** Exercise inputs follows **

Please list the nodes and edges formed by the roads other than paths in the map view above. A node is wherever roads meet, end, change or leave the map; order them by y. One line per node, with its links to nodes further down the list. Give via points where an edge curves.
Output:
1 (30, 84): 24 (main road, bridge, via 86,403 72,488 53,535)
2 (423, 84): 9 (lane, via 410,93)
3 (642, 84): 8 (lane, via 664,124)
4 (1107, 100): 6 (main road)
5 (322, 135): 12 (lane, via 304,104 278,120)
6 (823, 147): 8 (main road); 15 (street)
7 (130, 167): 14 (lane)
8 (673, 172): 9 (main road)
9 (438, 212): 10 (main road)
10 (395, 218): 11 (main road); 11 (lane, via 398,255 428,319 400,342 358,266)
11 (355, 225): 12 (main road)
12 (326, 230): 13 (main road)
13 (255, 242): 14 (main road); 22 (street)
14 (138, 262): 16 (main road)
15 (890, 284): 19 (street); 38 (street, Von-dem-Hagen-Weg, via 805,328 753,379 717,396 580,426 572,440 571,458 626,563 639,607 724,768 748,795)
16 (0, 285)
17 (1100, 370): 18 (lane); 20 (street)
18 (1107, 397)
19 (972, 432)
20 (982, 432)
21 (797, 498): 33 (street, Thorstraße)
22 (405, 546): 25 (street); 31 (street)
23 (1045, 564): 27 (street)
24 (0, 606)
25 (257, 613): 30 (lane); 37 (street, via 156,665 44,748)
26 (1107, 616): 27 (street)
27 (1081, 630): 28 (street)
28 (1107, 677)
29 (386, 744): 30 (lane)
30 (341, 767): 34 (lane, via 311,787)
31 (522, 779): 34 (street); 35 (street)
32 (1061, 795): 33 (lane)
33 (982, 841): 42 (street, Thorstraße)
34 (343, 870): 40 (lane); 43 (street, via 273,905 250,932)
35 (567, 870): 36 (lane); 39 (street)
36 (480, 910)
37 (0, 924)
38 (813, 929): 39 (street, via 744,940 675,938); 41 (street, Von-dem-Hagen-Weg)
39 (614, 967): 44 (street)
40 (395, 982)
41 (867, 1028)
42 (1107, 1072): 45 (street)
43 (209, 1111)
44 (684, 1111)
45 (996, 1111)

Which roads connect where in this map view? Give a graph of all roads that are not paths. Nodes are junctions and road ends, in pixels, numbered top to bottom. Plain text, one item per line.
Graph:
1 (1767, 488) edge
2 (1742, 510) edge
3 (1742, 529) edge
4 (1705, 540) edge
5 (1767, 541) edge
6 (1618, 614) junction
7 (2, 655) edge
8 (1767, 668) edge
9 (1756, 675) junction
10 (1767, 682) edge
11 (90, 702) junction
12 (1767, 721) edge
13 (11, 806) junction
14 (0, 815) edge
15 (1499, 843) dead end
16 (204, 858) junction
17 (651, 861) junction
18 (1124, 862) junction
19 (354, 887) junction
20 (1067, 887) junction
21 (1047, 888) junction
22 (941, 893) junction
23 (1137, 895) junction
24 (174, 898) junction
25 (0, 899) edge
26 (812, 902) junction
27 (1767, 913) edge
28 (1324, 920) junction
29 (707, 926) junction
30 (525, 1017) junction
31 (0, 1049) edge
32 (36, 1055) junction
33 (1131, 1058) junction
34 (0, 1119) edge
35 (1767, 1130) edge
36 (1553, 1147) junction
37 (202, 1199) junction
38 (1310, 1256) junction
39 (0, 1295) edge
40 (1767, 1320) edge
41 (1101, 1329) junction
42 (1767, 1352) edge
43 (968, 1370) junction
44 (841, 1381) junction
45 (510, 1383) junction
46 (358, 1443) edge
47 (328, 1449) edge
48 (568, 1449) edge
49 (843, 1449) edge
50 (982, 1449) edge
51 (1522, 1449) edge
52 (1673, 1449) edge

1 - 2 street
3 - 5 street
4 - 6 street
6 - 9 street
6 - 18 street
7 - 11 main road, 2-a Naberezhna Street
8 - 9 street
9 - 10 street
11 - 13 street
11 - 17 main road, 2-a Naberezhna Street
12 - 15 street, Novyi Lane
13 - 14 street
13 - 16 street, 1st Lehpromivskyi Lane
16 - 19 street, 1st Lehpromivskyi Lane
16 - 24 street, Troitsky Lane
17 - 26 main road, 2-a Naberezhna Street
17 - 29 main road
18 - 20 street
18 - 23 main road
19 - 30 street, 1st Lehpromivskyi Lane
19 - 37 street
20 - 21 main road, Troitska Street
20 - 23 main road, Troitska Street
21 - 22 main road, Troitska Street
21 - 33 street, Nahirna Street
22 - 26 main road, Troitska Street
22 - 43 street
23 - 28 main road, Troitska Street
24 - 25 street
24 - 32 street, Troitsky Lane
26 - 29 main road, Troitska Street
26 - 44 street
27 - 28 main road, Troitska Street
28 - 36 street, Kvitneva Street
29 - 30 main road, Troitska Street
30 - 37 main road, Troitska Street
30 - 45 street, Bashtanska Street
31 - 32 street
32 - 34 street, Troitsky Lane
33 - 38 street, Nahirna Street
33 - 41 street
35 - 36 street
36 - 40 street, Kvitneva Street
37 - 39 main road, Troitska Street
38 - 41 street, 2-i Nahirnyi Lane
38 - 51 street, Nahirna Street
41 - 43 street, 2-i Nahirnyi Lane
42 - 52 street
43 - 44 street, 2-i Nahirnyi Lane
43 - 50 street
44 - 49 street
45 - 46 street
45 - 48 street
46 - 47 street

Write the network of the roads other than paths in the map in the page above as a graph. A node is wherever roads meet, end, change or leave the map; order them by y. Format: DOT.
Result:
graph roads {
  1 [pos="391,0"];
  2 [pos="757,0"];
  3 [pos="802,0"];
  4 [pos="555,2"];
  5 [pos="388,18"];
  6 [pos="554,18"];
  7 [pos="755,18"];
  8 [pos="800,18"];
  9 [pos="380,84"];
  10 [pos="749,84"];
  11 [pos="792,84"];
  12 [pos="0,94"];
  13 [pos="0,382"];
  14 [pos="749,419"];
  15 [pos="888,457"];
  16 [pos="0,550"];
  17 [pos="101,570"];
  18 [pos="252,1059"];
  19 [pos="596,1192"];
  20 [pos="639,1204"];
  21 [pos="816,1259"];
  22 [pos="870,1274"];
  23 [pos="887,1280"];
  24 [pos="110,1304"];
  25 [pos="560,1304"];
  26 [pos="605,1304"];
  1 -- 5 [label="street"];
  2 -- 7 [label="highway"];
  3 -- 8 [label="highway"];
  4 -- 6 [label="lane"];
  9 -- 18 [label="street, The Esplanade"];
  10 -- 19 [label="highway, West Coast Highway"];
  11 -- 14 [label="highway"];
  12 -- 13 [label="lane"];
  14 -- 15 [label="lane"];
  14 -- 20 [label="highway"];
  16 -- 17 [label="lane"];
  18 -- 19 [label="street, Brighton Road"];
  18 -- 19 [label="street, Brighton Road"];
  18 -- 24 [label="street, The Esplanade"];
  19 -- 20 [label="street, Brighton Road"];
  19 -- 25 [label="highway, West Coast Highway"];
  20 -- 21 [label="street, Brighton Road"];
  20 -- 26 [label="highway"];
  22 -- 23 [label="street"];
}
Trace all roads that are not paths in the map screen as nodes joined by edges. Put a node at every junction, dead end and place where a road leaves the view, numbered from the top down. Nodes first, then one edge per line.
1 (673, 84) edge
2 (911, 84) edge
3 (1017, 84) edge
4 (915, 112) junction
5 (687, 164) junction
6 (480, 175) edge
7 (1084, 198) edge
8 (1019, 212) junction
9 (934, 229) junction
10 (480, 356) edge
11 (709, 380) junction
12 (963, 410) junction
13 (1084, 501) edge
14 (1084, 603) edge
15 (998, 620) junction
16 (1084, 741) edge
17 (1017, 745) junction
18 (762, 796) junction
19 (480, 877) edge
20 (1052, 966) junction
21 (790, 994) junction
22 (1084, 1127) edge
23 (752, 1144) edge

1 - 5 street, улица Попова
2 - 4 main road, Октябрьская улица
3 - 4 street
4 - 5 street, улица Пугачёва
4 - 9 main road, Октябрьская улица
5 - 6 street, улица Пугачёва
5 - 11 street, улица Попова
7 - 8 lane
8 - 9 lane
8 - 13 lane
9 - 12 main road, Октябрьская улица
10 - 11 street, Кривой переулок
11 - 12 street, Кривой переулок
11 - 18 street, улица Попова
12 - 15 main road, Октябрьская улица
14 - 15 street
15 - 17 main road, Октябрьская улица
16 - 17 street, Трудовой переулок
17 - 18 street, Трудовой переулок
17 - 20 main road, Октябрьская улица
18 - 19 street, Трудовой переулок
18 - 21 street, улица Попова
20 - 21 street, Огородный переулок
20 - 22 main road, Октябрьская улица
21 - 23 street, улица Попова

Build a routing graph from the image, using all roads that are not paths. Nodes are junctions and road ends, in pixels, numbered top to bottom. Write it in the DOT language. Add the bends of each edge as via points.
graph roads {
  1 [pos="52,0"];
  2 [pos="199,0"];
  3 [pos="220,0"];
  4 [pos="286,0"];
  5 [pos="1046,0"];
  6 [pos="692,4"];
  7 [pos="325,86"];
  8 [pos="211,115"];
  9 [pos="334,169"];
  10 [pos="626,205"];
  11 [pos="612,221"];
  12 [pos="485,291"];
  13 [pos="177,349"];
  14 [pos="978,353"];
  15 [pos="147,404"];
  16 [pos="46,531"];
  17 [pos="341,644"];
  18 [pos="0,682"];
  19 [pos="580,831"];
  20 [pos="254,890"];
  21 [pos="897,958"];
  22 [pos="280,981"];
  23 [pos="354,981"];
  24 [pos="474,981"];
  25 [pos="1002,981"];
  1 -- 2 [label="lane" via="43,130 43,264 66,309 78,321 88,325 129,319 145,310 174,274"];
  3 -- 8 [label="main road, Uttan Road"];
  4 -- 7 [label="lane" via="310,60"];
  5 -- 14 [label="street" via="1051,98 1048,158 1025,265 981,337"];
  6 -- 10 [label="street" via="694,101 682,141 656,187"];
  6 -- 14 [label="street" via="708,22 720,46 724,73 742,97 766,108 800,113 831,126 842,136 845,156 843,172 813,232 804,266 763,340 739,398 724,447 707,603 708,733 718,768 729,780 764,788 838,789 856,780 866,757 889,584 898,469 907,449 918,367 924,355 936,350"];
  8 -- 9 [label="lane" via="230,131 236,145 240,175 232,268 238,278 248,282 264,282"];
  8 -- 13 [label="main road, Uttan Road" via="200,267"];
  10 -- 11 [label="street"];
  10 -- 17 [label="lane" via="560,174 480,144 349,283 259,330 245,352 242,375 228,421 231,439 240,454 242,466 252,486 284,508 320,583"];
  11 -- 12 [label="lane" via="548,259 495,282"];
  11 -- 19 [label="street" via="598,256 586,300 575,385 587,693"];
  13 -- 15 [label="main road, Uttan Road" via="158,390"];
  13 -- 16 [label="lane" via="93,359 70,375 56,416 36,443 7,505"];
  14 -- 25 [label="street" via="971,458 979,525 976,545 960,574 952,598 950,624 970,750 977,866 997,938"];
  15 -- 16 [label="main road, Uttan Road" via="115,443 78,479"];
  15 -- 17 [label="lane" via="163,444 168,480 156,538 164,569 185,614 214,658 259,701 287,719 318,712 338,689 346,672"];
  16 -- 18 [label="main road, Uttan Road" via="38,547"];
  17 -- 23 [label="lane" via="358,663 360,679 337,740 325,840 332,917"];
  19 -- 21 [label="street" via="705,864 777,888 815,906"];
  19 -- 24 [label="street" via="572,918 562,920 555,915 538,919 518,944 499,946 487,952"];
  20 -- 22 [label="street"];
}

** End of Exercise inputs **

* Directions for this task
Look through the entries above; copy each line where the string "Hagen" appears.

* Task answer
15 (890, 284): 19 (street); 38 (street, Von-dem-Hagen-Weg, via 805,328 753,379 717,396 580,426 572,440 571,458 626,563 639,607 724,768 748,795)
38 (813, 929): 39 (street, via 744,940 675,938); 41 (street, Von-dem-Hagen-Weg)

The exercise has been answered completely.